**** EXTRACTED DATA ****

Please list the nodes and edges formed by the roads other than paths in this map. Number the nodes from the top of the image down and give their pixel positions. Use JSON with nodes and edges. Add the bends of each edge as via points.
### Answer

****
**** EXTRACTED DATA ****

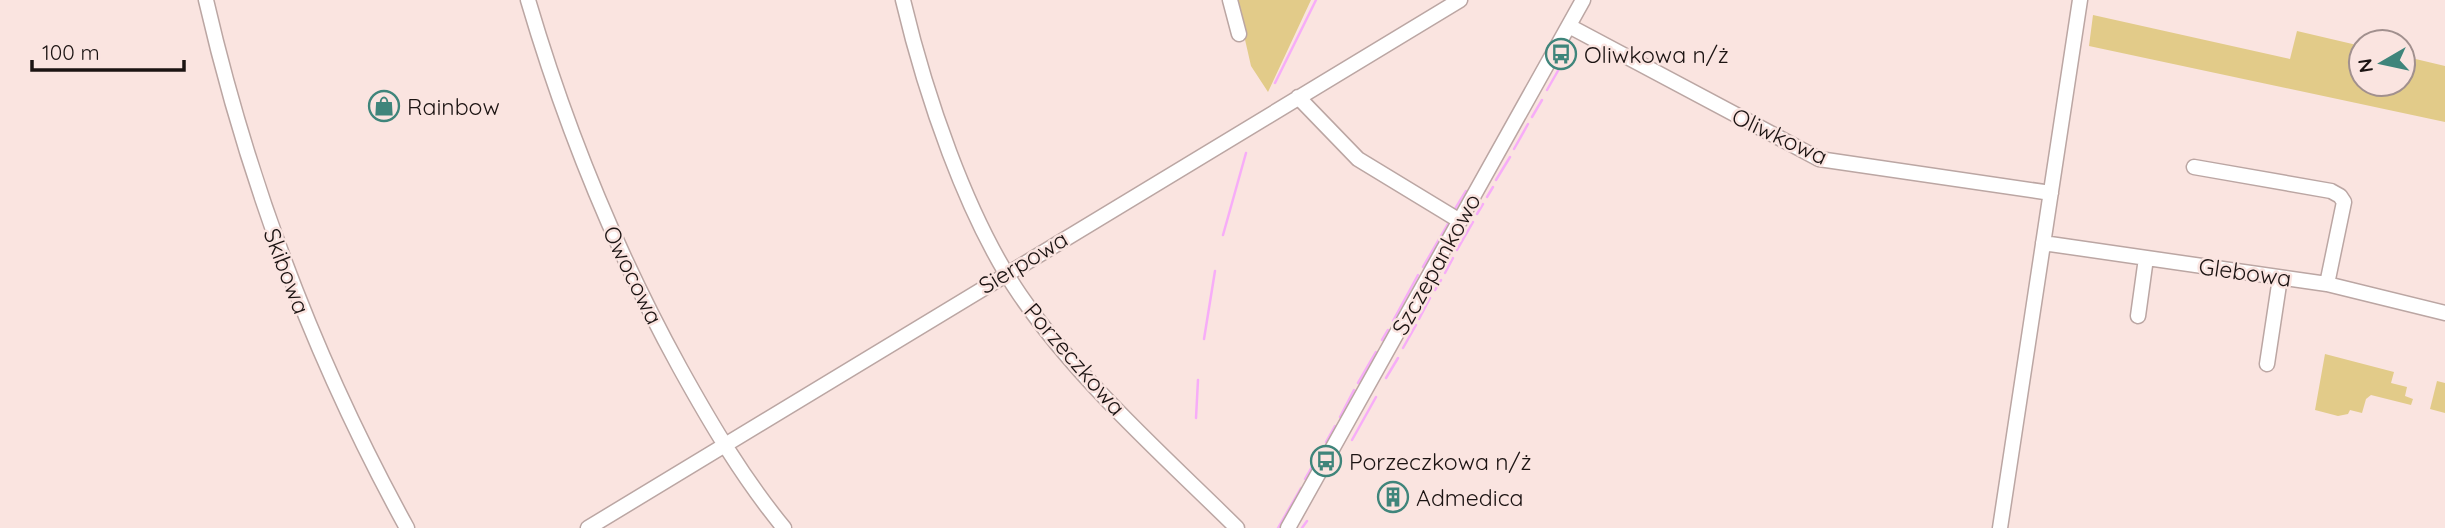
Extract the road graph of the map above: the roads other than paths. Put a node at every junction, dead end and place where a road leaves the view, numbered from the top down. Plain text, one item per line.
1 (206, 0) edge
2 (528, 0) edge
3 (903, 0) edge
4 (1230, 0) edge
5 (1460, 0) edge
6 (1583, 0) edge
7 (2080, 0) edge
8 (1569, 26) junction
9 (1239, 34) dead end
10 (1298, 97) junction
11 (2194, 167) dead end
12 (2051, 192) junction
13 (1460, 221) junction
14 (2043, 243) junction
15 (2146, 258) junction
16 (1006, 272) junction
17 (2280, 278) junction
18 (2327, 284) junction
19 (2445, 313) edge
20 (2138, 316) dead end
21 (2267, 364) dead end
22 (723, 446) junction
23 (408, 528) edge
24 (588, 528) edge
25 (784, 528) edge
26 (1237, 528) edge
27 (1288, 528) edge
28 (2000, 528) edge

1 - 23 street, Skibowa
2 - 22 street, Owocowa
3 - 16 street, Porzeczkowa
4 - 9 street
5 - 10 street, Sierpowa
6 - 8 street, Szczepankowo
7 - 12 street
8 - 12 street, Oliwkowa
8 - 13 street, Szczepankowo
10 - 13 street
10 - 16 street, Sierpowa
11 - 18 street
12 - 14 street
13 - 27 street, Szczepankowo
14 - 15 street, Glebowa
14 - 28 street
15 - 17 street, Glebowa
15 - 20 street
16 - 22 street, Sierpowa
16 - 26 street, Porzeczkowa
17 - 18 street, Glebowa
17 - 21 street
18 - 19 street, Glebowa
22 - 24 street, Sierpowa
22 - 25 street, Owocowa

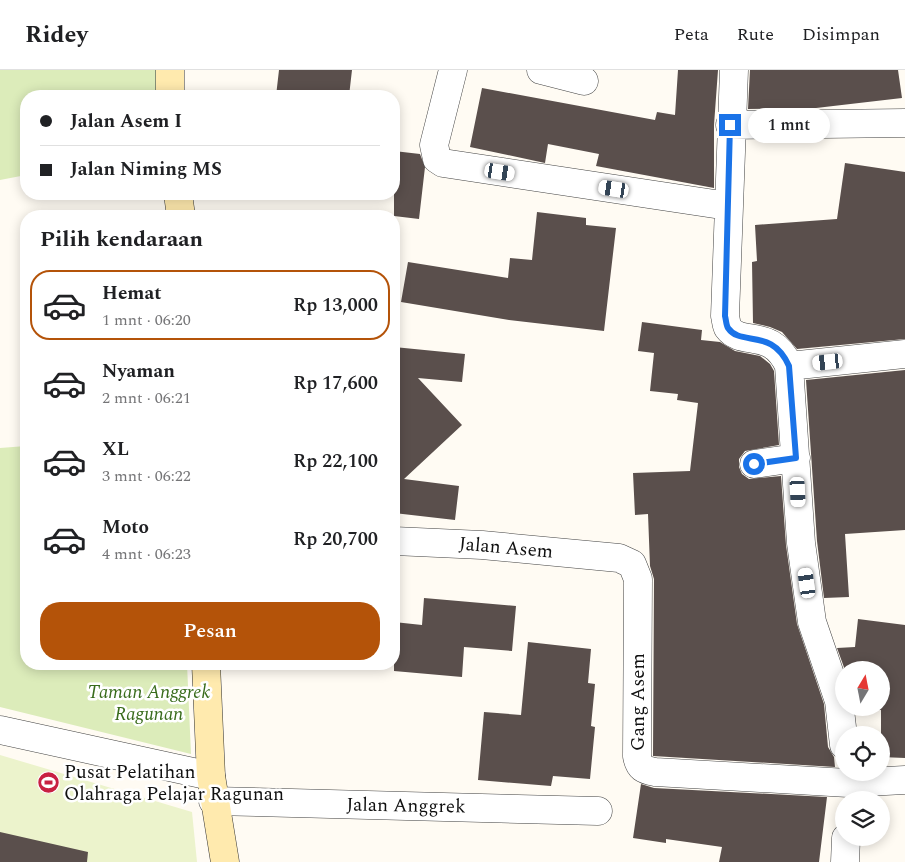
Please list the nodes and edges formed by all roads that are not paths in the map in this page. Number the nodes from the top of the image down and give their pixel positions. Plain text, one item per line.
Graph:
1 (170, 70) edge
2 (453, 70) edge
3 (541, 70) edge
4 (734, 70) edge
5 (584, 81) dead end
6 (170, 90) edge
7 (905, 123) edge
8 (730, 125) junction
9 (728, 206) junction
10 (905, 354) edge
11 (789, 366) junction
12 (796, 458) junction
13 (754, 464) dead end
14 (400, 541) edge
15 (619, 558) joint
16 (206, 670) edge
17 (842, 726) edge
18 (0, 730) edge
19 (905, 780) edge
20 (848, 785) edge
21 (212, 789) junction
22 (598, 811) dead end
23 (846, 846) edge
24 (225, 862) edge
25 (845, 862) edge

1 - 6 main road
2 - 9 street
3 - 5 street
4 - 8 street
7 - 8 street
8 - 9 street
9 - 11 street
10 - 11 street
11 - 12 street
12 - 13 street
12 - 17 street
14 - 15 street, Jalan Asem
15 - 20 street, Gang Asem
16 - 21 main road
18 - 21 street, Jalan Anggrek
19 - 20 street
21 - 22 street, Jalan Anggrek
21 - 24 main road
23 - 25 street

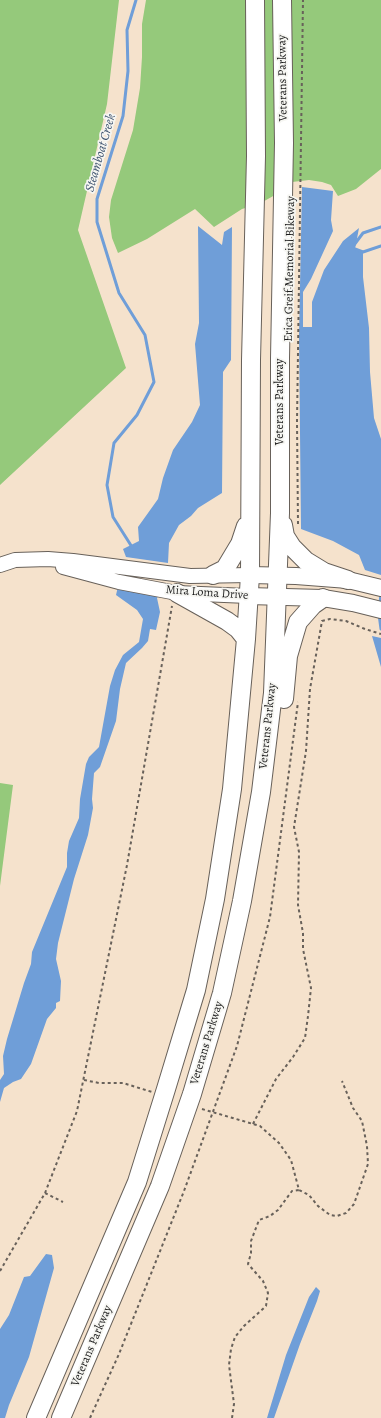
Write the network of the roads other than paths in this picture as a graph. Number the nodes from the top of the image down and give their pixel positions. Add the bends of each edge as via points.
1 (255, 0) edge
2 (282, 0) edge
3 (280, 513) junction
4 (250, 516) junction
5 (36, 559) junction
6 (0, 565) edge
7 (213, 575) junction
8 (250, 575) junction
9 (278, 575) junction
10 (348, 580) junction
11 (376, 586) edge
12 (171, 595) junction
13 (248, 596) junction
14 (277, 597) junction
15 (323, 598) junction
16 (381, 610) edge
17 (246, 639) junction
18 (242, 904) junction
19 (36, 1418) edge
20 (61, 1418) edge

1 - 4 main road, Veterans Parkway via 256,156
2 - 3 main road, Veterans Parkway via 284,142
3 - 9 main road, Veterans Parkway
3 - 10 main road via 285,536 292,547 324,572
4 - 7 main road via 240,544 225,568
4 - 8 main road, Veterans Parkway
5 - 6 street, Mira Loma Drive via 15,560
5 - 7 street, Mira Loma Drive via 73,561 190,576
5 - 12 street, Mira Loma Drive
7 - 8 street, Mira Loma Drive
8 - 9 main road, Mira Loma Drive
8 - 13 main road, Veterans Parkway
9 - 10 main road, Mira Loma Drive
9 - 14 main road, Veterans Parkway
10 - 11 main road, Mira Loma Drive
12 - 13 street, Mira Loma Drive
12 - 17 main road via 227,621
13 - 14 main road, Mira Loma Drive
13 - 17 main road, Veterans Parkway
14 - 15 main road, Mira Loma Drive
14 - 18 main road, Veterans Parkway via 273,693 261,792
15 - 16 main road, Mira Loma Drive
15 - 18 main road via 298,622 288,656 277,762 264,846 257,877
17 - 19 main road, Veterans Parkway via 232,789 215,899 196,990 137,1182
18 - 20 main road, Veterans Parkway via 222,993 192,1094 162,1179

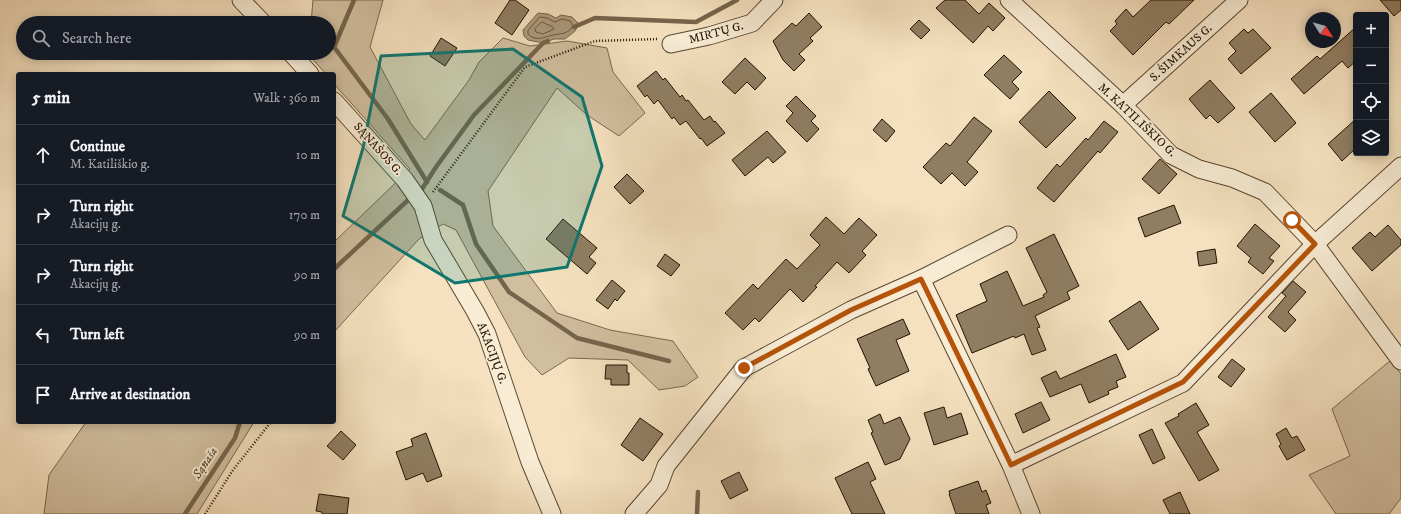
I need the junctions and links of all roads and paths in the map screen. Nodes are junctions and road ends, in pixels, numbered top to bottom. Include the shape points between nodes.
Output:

****
**** EXTRACTED DATA ****

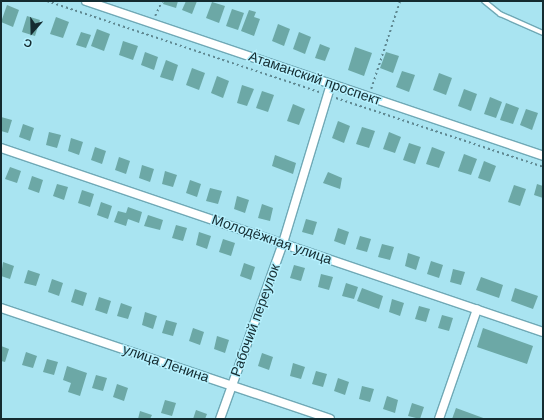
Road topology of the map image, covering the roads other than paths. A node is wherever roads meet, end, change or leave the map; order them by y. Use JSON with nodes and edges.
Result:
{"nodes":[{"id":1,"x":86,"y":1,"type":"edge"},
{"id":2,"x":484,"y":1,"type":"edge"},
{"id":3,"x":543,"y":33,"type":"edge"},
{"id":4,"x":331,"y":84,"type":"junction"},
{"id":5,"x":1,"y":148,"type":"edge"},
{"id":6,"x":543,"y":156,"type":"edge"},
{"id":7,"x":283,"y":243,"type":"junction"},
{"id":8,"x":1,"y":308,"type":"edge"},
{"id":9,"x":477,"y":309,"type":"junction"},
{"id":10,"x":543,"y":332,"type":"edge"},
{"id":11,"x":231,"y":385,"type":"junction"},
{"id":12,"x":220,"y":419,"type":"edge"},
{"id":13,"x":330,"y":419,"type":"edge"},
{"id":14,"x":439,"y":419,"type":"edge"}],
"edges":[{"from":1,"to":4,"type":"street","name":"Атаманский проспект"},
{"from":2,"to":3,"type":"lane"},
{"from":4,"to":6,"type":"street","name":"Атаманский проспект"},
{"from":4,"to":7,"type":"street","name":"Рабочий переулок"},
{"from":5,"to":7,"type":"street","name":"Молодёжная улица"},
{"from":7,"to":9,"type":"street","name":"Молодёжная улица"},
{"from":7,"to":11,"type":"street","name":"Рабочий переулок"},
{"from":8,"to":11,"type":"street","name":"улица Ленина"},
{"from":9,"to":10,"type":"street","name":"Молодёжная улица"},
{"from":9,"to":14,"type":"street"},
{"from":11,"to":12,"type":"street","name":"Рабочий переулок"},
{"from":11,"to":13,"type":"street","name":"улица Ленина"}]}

****

**YOUR ASSIGNMENT**
Look through the entries above and say how many lines contain "formed", giving nothing but the number.

**TASK ANSWER**
2